Chicken pox has been one of my worst fears as a mom because as far as any of us can remember, I've never had it. And I hear that as an adult the virus is just plain awful. So I run Jacob immediately to the doctor. That was my first mistake..... doctors can't diagnose it that early and if it is chicken pox, and they don't want them in their office anyway..... it's crazy contagious.... something like 90% of people who come in contact with it, who've never had the virus, will get it.
So the doctor gives me a list of things it could be, a prescription to a steroid in case it's a dermatitis, and sends us home to wait to see if the spots develop blistery sores and pop open. So for a few days we were quarantined. Yep, right at Christmas when I had just spent 3 full days baking for friends, neighbors, and teachers and not finishing up my shopping. Don't get me wrong.... I love baking all those surprises, but I just had ALOT more Christmas shopping to do and now I couldn't. Not to mention, Jonathan would be out of town for the next 4 days (which meant I was now stranded with 3 children in the house) and there was still that looming fear of contracting the virus myself. Yikes!
So the next day, he had about twice as many spots and I was convinced it was chicken pox. But the sores never really developed the way normal chicken pox does, so I thought... well, maybe I'm wrong. Mistake number 2. The next morning my friend calls me and says her son just came down the stairs with the same red spots. Now I KNOW it's contagious and I KNOW it's chicken pox. She takes her son to the doctor and again the doctor (a different doctor) says it's probably not.... doesn't look like chicken pox.
The next day, she gets a phone call from her doctor saying her son's bloodwork came back with such a crazy reading that they needed to immediately bring their son back for more bloodwork. His platelet count was down to 18,000 when normal is between 150,000 and 450,000. The next test showed 16,000 and that doctor sent him immediately over to his pediatrician on a Sunday. The pediatrician took one look at him and said "definitely chicken pox" and sent him over to the hospital with a mask on for more bloodwork. Now his numbers came in at 15,000.

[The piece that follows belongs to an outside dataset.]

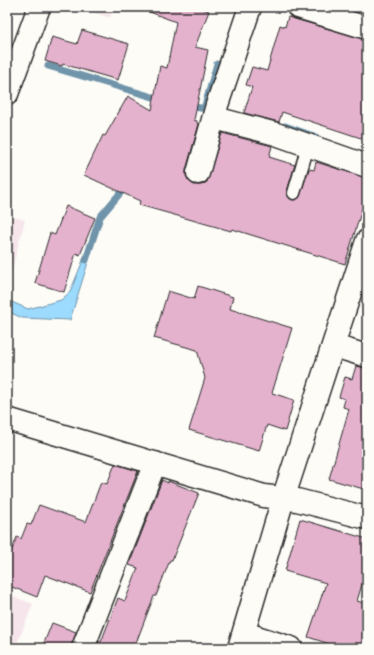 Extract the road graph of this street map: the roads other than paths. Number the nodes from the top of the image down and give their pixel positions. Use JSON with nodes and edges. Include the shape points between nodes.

Of course, the first thing that pops in my head is luekemia, but I wasn't about to say that to my friend who was already completely stressed. So I got on the internet and she did, too, trying to find everything we could on what could possibly cause these low numbers. The first things we read are all the really scary reasons..... like luekemia, lymphoma, aplastic anemia, etc. And then we find out that a platelet count below 20,000 is considered life-threatening. Basically, your blood loses it's ability to clot at numbers this low. It's so serious because at this level you don't even have to have a cut or a bump to bleed-out.... you could just start bleeding internally from your intestines or even your brain and there's really nothing that could stop it because your blood can't clot.
After staying up half the night and reading everything I could, it sounded like his was most likely a blood disorder called ITP (idiopathic thrombocytopenic purpura) which only around 5 in every 100,000 kids get each year. When I told my friend what I'd learned, she said, "Yeah, that's what the doctor said it might be." It can be triggered by a virus that affects your bone marrow such as chicken pox, ruebella or mumps. When a child is sick their body forms antibodies to attack the virus and in ITP, for some unknown reason, the body will also form an antibody that attacks their platelets. When the spleen removes the antibodies, it also removes all the healthy platelets. Then the child's body can't reproduce the platelets quickly enough and their platelet count drops dramatically.
The doctor, of course, was very concerned and contacted a pediatric hematologist from UAB and they decided the best course of action was to take bloodwork every other day to keep a close watch on him, and to, of course, keep him safe from any injury. It was a tough time for my friend.... she has 3 other very active young boys and trying to keep the sick one away from them so that he couldn't be hit or hurt in any way was pretty hard. Not to mention all the stress of the diagnosis. Many kids with ITP fight the disorder for months even after the virus is gone.
Now to the good news..... after a few days, a few bloodtests and lots and lots of prayer, her son's platelet count gradually started going up again. Hooray! And just before Christmas, too. Times like these truly put all things into perspective. So I think I'll go now and hug my children.... oh yeah..... and wait patiently, worriedly, to see if I, too, get those dreaded spots.